Saved data entries
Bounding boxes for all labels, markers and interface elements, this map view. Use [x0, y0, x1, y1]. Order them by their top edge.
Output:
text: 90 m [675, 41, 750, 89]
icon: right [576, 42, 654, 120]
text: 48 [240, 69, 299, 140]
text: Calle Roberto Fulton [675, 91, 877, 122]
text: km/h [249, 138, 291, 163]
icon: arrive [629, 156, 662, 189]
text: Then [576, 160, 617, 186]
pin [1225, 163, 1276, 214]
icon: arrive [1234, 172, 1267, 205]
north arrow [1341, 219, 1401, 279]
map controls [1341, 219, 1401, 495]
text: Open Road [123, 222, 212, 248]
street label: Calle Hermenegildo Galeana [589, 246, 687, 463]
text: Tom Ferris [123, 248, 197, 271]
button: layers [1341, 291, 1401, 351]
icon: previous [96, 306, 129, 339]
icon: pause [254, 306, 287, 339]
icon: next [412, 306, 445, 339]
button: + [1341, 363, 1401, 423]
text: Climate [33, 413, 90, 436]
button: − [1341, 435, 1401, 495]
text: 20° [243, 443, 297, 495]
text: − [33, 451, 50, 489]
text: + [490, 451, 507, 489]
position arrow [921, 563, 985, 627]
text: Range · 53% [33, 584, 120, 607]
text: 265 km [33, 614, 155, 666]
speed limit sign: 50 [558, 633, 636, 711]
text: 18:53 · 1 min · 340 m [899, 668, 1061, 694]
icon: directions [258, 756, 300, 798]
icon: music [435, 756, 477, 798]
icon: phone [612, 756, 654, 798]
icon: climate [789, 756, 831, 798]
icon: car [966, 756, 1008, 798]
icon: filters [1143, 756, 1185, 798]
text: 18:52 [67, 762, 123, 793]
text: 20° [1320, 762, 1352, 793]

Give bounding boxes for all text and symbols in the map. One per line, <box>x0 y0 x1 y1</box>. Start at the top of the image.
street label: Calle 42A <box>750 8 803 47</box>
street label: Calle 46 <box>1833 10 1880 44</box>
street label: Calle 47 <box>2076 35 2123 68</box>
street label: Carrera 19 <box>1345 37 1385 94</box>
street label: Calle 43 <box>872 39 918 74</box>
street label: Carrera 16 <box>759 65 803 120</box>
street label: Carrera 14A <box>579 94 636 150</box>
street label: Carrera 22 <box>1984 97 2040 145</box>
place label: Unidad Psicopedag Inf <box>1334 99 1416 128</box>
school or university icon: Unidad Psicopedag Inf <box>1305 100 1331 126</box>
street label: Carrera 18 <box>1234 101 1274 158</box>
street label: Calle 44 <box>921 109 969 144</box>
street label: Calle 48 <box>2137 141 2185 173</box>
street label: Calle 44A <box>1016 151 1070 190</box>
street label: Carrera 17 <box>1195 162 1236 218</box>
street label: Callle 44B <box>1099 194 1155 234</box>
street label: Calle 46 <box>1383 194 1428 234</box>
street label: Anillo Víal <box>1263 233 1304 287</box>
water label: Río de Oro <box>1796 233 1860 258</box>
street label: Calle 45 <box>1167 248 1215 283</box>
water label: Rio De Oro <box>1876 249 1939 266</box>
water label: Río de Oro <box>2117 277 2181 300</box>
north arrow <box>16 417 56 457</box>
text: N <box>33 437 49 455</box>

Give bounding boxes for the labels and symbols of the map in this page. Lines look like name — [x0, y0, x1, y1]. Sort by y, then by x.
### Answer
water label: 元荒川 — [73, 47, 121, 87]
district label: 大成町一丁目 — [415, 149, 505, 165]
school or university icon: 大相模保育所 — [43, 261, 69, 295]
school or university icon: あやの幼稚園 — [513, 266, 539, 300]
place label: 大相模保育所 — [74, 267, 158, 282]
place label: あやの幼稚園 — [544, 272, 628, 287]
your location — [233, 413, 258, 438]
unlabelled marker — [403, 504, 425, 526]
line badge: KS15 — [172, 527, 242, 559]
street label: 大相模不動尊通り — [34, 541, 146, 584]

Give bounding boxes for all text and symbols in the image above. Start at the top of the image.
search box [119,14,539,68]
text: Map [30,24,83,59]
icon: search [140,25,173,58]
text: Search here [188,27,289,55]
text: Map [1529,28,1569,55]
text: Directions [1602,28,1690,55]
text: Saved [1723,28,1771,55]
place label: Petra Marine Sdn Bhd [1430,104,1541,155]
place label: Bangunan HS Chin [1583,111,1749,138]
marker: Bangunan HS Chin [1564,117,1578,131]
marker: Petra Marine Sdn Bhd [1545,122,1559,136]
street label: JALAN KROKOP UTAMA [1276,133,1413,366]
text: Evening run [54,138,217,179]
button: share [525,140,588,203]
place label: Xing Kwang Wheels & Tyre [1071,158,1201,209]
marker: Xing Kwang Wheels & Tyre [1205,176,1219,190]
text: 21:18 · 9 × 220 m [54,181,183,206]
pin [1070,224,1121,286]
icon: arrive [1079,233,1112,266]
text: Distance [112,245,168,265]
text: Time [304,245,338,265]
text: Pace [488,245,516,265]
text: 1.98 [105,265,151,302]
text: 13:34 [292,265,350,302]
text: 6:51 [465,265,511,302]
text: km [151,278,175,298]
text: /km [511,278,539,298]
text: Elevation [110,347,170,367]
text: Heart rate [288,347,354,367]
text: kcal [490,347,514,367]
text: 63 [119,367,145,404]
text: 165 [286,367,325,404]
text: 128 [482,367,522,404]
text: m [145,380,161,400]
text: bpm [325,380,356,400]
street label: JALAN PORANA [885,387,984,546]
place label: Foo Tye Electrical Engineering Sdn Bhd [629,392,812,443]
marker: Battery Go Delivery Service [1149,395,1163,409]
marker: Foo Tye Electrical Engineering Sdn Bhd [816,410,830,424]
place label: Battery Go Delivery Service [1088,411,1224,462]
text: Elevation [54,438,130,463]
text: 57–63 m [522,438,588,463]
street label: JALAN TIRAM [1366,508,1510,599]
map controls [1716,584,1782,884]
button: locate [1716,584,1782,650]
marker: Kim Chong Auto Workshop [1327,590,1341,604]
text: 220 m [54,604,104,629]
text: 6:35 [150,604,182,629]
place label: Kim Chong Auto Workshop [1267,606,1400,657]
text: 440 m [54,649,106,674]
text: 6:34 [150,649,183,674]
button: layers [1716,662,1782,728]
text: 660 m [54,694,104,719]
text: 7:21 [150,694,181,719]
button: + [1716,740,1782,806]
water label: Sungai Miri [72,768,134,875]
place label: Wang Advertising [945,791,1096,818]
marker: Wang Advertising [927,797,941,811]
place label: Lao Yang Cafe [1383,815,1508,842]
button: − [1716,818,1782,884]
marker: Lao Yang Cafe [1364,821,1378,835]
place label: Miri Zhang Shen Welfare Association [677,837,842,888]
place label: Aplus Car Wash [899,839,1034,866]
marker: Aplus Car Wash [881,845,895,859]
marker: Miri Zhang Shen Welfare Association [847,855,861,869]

• What this task involves:
If a line above contains the string "Elevation", count it, then give the total and nothing else.

• Task answer:
2